Various processes can happen to that excited atom and some of them involve emitting another photon but the original photon has gone.

I'm approaching this as a chemist rather than a physicist so it's quite possible that I'm missing something.

[lajoswinkler]

You do understand the concept of indistinguishable particles, don't you? As soon as you explain to me how you want to tell the difference between not being able to detect a particle because it stopped existing and between being unable to detect it because it tunneled out of the ion trap, we can continue discussing this particular line of reasoning.

And again, there is no such thing as two protons colliding and you being able to say that they were disintegrated.

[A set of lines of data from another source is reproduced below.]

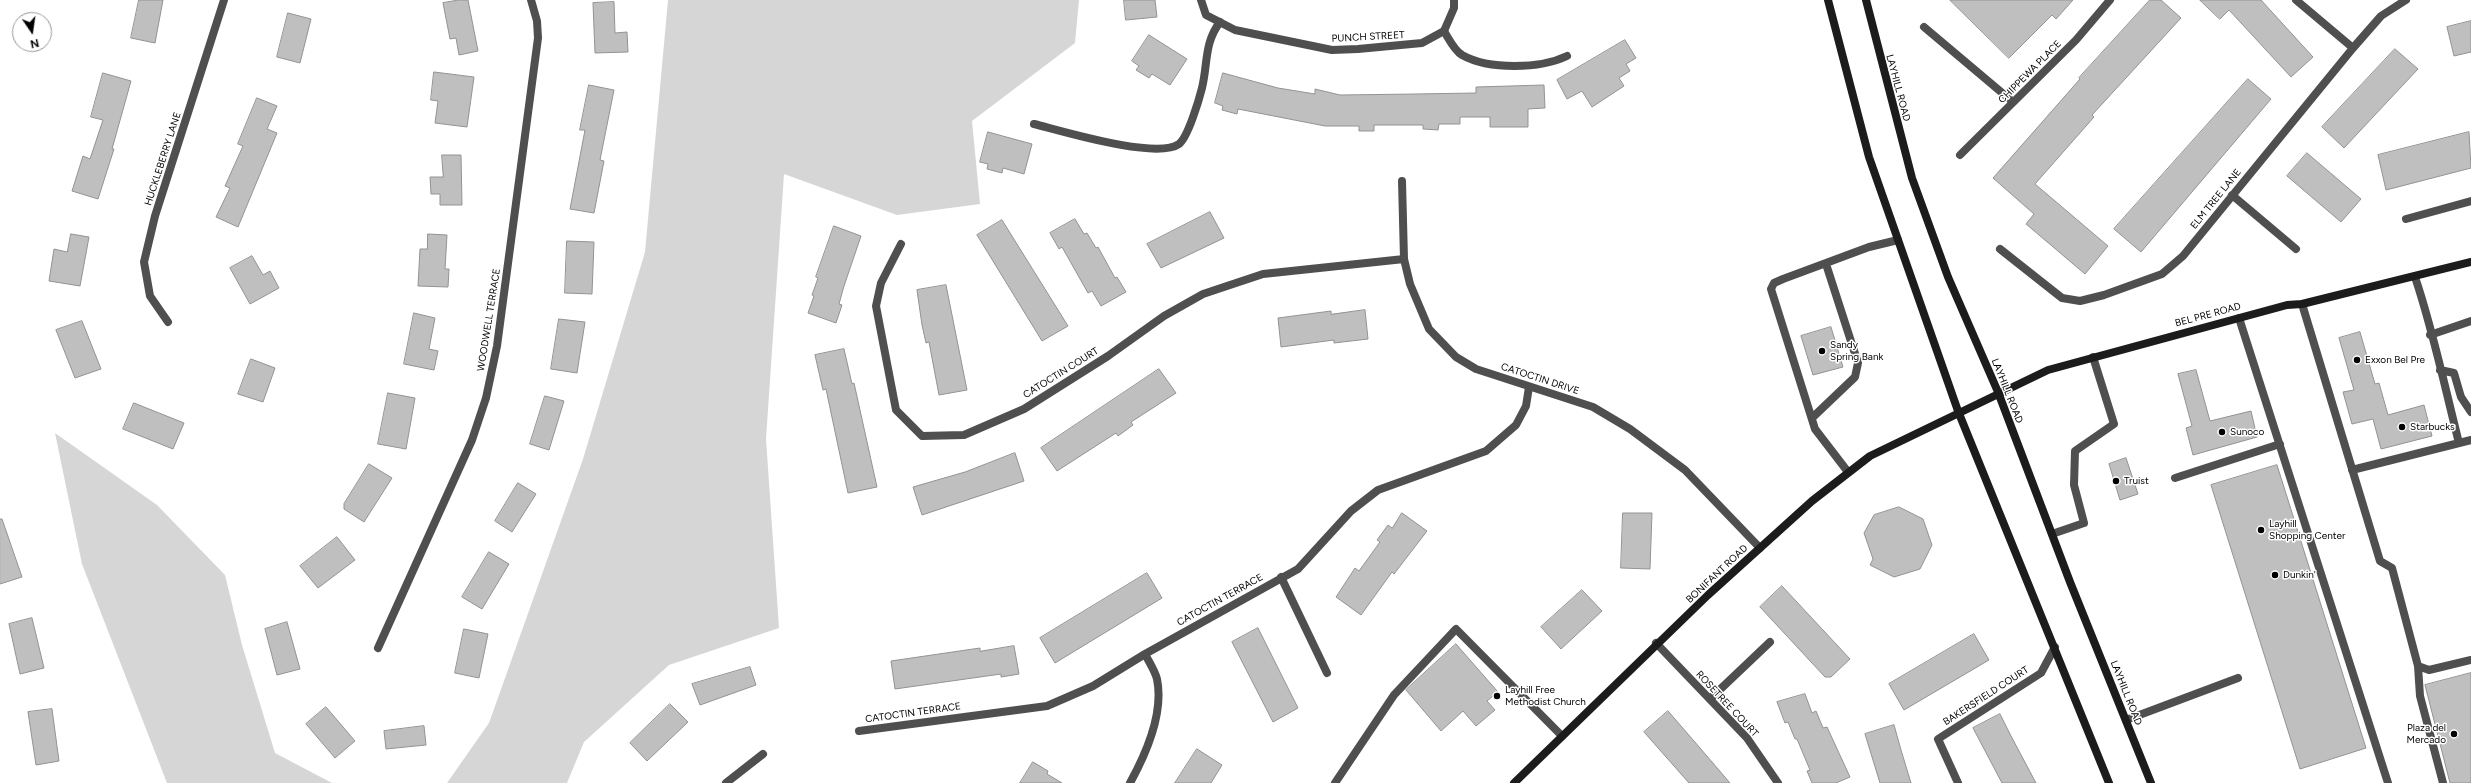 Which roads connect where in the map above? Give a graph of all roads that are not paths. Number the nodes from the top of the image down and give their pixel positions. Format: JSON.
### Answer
{"nodes":[{"id":1,"x":224,"y":0,"type":"edge"},
{"id":2,"x":531,"y":0,"type":"edge"},
{"id":3,"x":1201,"y":0,"type":"edge"},
{"id":4,"x":1454,"y":0,"type":"edge"},
{"id":5,"x":1828,"y":0,"type":"edge"},
{"id":6,"x":1866,"y":0,"type":"edge"},
{"id":7,"x":2110,"y":0,"type":"edge"},
{"id":8,"x":2296,"y":0,"type":"edge"},
{"id":9,"x":2406,"y":0,"type":"edge"},
{"id":10,"x":1220,"y":22,"type":"junction"},
{"id":11,"x":1924,"y":27,"type":"dead end"},
{"id":12,"x":1444,"y":31,"type":"junction"},
{"id":13,"x":2352,"y":48,"type":"junction"},
{"id":14,"x":1567,"y":56,"type":"dead end"},
{"id":15,"x":2013,"y":102,"type":"junction"},
{"id":16,"x":1034,"y":124,"type":"dead end"},
{"id":17,"x":1960,"y":155,"type":"dead end"},
{"id":18,"x":1402,"y":181,"type":"dead end"},
{"id":19,"x":2232,"y":195,"type":"junction"},
{"id":20,"x":2471,"y":201,"type":"edge"},
{"id":21,"x":2406,"y":219,"type":"dead end"},
{"id":22,"x":1898,"y":240,"type":"junction"},
{"id":23,"x":901,"y":244,"type":"dead end"},
{"id":24,"x":2000,"y":249,"type":"dead end"},
{"id":25,"x":2296,"y":249,"type":"dead end"},
{"id":26,"x":1404,"y":259,"type":"junction"},
{"id":27,"x":2471,"y":262,"type":"edge"},
{"id":28,"x":1826,"y":264,"type":"junction"},
{"id":29,"x":2415,"y":276,"type":"junction"},
{"id":30,"x":2302,"y":304,"type":"junction"},
{"id":31,"x":2239,"y":318,"type":"junction"},
{"id":32,"x":2471,"y":321,"type":"edge"},
{"id":33,"x":168,"y":322,"type":"dead end"},
{"id":34,"x":2430,"y":335,"type":"junction"},
{"id":35,"x":2093,"y":357,"type":"junction"},
{"id":36,"x":2440,"y":370,"type":"junction"},
{"id":37,"x":1529,"y":387,"type":"junction"},
{"id":38,"x":1998,"y":392,"type":"junction"},
{"id":39,"x":1958,"y":411,"type":"junction"},
{"id":40,"x":2471,"y":412,"type":"edge"},
{"id":41,"x":1812,"y":418,"type":"junction"},
{"id":42,"x":2471,"y":440,"type":"edge"},
{"id":43,"x":2459,"y":443,"type":"junction"},
{"id":44,"x":2280,"y":444,"type":"junction"},
{"id":45,"x":2352,"y":470,"type":"junction"},
{"id":46,"x":1848,"y":472,"type":"junction"},
{"id":47,"x":2175,"y":478,"type":"dead end"},
{"id":48,"x":2052,"y":534,"type":"junction"},
{"id":49,"x":1760,"y":548,"type":"junction"},
{"id":50,"x":1281,"y":577,"type":"junction"},
{"id":51,"x":1770,"y":642,"type":"dead end"},
{"id":52,"x":1656,"y":643,"type":"junction"},
{"id":53,"x":2056,"y":647,"type":"junction"},
{"id":54,"x":378,"y":648,"type":"dead end"},
{"id":55,"x":1145,"y":654,"type":"junction"},
{"id":56,"x":2471,"y":660,"type":"edge"},
{"id":57,"x":2418,"y":666,"type":"junction"},
{"id":58,"x":1327,"y":673,"type":"dead end"},
{"id":59,"x":2238,"y":678,"type":"dead end"},
{"id":60,"x":1710,"y":699,"type":"junction"},
{"id":61,"x":2126,"y":720,"type":"junction"},
{"id":62,"x":860,"y":731,"type":"dead end"},
{"id":63,"x":1562,"y":736,"type":"junction"},
{"id":64,"x":763,"y":754,"type":"dead end"},
{"id":65,"x":726,"y":783,"type":"edge"},
{"id":66,"x":1130,"y":783,"type":"edge"},
{"id":67,"x":1335,"y":783,"type":"edge"},
{"id":68,"x":1514,"y":783,"type":"edge"},
{"id":69,"x":1778,"y":783,"type":"edge"},
{"id":70,"x":1958,"y":783,"type":"edge"},
{"id":71,"x":2109,"y":783,"type":"edge"},
{"id":72,"x":2151,"y":783,"type":"edge"},
{"id":73,"x":2388,"y":783,"type":"edge"},
{"id":74,"x":2442,"y":783,"type":"edge"}],
"edges":[{"from":1,"to":33,"type":"street","name":"HUCKLEBERRY LANE"},
{"from":2,"to":54,"type":"street","name":"WOODWELL TERRACE"},
{"from":3,"to":10,"type":"street","name":"PUNCH STREET"},
{"from":4,"to":12,"type":"street"},
{"from":5,"to":22,"type":"main road"},
{"from":6,"to":38,"type":"main road","name":"LAYHILL ROAD"},
{"from":7,"to":15,"type":"street","name":"CHIPPEWA PLACE"},
{"from":8,"to":13,"type":"street"},
{"from":9,"to":13,"type":"street","name":"ELM TREE LANE"},
{"from":10,"to":12,"type":"street","name":"PUNCH STREET"},
{"from":10,"to":16,"type":"street"},
{"from":11,"to":15,"type":"street"},
{"from":12,"to":14,"type":"street"},
{"from":13,"to":19,"type":"street","name":"ELM TREE LANE"},
{"from":15,"to":17,"type":"street","name":"CHIPPEWA PLACE"},
{"from":18,"to":26,"type":"street","name":"CATOCTIN DRIVE"},
{"from":19,"to":24,"type":"street","name":"ELM TREE LANE"},
{"from":19,"to":25,"type":"street"},
{"from":20,"to":21,"type":"street"},
{"from":22,"to":28,"type":"street"},
{"from":22,"to":39,"type":"main road"},
{"from":23,"to":26,"type":"street","name":"CATOCTIN COURT"},
{"from":26,"to":37,"type":"street","name":"CATOCTIN DRIVE"},
{"from":27,"to":29,"type":"main road","name":"BEL PRE ROAD"},
{"from":28,"to":41,"type":"street"},
{"from":28,"to":41,"type":"street"},
{"from":29,"to":30,"type":"main road","name":"BEL PRE ROAD"},
{"from":29,"to":34,"type":"street"},
{"from":30,"to":31,"type":"main road","name":"BEL PRE ROAD"},
{"from":30,"to":45,"type":"street"},
{"from":31,"to":35,"type":"main road","name":"BEL PRE ROAD"},
{"from":31,"to":44,"type":"street"},
{"from":32,"to":34,"type":"street"},
{"from":34,"to":36,"type":"street"},
{"from":35,"to":38,"type":"main road","name":"BEL PRE ROAD"},
{"from":35,"to":48,"type":"street"},
{"from":36,"to":40,"type":"street"},
{"from":36,"to":43,"type":"street"},
{"from":37,"to":49,"type":"street","name":"CATOCTIN DRIVE"},
{"from":37,"to":50,"type":"street","name":"CATOCTIN TERRACE"},
{"from":38,"to":39,"type":"main road","name":"BEL PRE ROAD"},
{"from":38,"to":48,"type":"main road","name":"LAYHILL ROAD"},
{"from":39,"to":46,"type":"main road","name":"BONIFANT ROAD"},
{"from":39,"to":53,"type":"main road"},
{"from":41,"to":46,"type":"street"},
{"from":42,"to":43,"type":"street"},
{"from":43,"to":45,"type":"street"},
{"from":44,"to":47,"type":"street"},
{"from":44,"to":73,"type":"street"},
{"from":45,"to":57,"type":"street"},
{"from":46,"to":49,"type":"main road","name":"BONIFANT ROAD"},
{"from":48,"to":61,"type":"main road","name":"LAYHILL ROAD"},
{"from":49,"to":52,"type":"main road","name":"BONIFANT ROAD"},
{"from":50,"to":55,"type":"street","name":"CATOCTIN TERRACE"},
{"from":50,"to":58,"type":"street"},
{"from":51,"to":60,"type":"street"},
{"from":52,"to":60,"type":"street","name":"ROSETREE COURT"},
{"from":52,"to":63,"type":"main road","name":"BONIFANT ROAD"},
{"from":53,"to":70,"type":"street","name":"BAKERSFIELD COURT"},
{"from":53,"to":71,"type":"main road"},
{"from":55,"to":62,"type":"street","name":"CATOCTIN TERRACE"},
{"from":55,"to":66,"type":"street"},
{"from":56,"to":57,"type":"street"},
{"from":57,"to":74,"type":"street"},
{"from":59,"to":61,"type":"street"},
{"from":60,"to":69,"type":"street","name":"ROSETREE COURT"},
{"from":61,"to":72,"type":"main road","name":"LAYHILL ROAD"},
{"from":63,"to":67,"type":"street"},
{"from":63,"to":68,"type":"main road","name":"BONIFANT ROAD"},
{"from":64,"to":65,"type":"street"}]}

A collision between two protons can happen without a single valence quark being struck. With exactly the same shower produced. More importantly, that's always part of the process. Heck, the very distinction between valence and non-valence quarks gets really hazy at this point.

This is precisely because composition of the proton doesn't matter. A proton is 99% just vacuum fluctuations. What's important about the proton is that it has a +1 baryon number, +1 electric charge, spin 1/2, and whatever energy and momentum it happened to carry. That's what really makes a proton. And all of these numbers are conserved. They might end up being distributed among different excitations of various fields, but what exactly stops existing that existed in the first place?

I do understant that concept, of course, but I don't understand how you're defending something completely opposite from what my professors of physics were talking to me.

Where are those particles if you can't detect them anymore? Do you have one evidence to support your claim that they're "somewhere"? You've written a lot of words, yet none of them explained this.

If a photon is ejected from a system, from our reference frame it travels for some time until it hits the target, where it disappears, leaving the target in an excited state. From its reference point, zero time has passed. In every literature I've read it was mentioned that photons appear and disappear, leaving excited states of the target systems they hit.

If you're saying that we can't say they disappear because we have no proof of that, that would be fundamentally true, but that's on the order of saying we can't say all Al-27 atoms in cosmos have the same chemical properties because we haven't tested all of them. For all intents and purposes, we can consider them disappearing.

[Dodgey]

So much knowledge. Lajoswinkler I think you are using disappear the wrong way. A more accurate statement would be that it breaks down. Just a layman here but I think that would be more correct.

[Beowolf]

I do understant that concept, of course, but I don't understand how you're defending something completely opposite from what my professors of physics were talking to me.

I had a similar conversation with my son recently. He's in grad school specializing in quarks and the force holding them together. He said his professors now consider the whole concept of "particle" to be obsolete and merely an illusion. They don't even think in quarks. They see the universe as probability fields, each representing a single property, bound by forces represented by other probability fields.

This changed because those particles aren't nearly as permanent as we thought. It isn't just electrons that move around, what you and I were taught were individual properties of a particle can move around independently too! So the photon that left Andromeda isn't necessarily the same one that hit my retina. At times, due to vacuum fluctuations, there wasn't a photon at all. Those properties represented by the photon mixed with something the vacuum did to form an entirely different "particle" for a while.

They've even "split" an electron in a lab! Working near absolute zero, they somehow separated it into an orbiton, a holon, and a spinon, each containing a single property.

That's the perspective K^2 uses, if I understand him/her correctly. Wonder if he knows my son.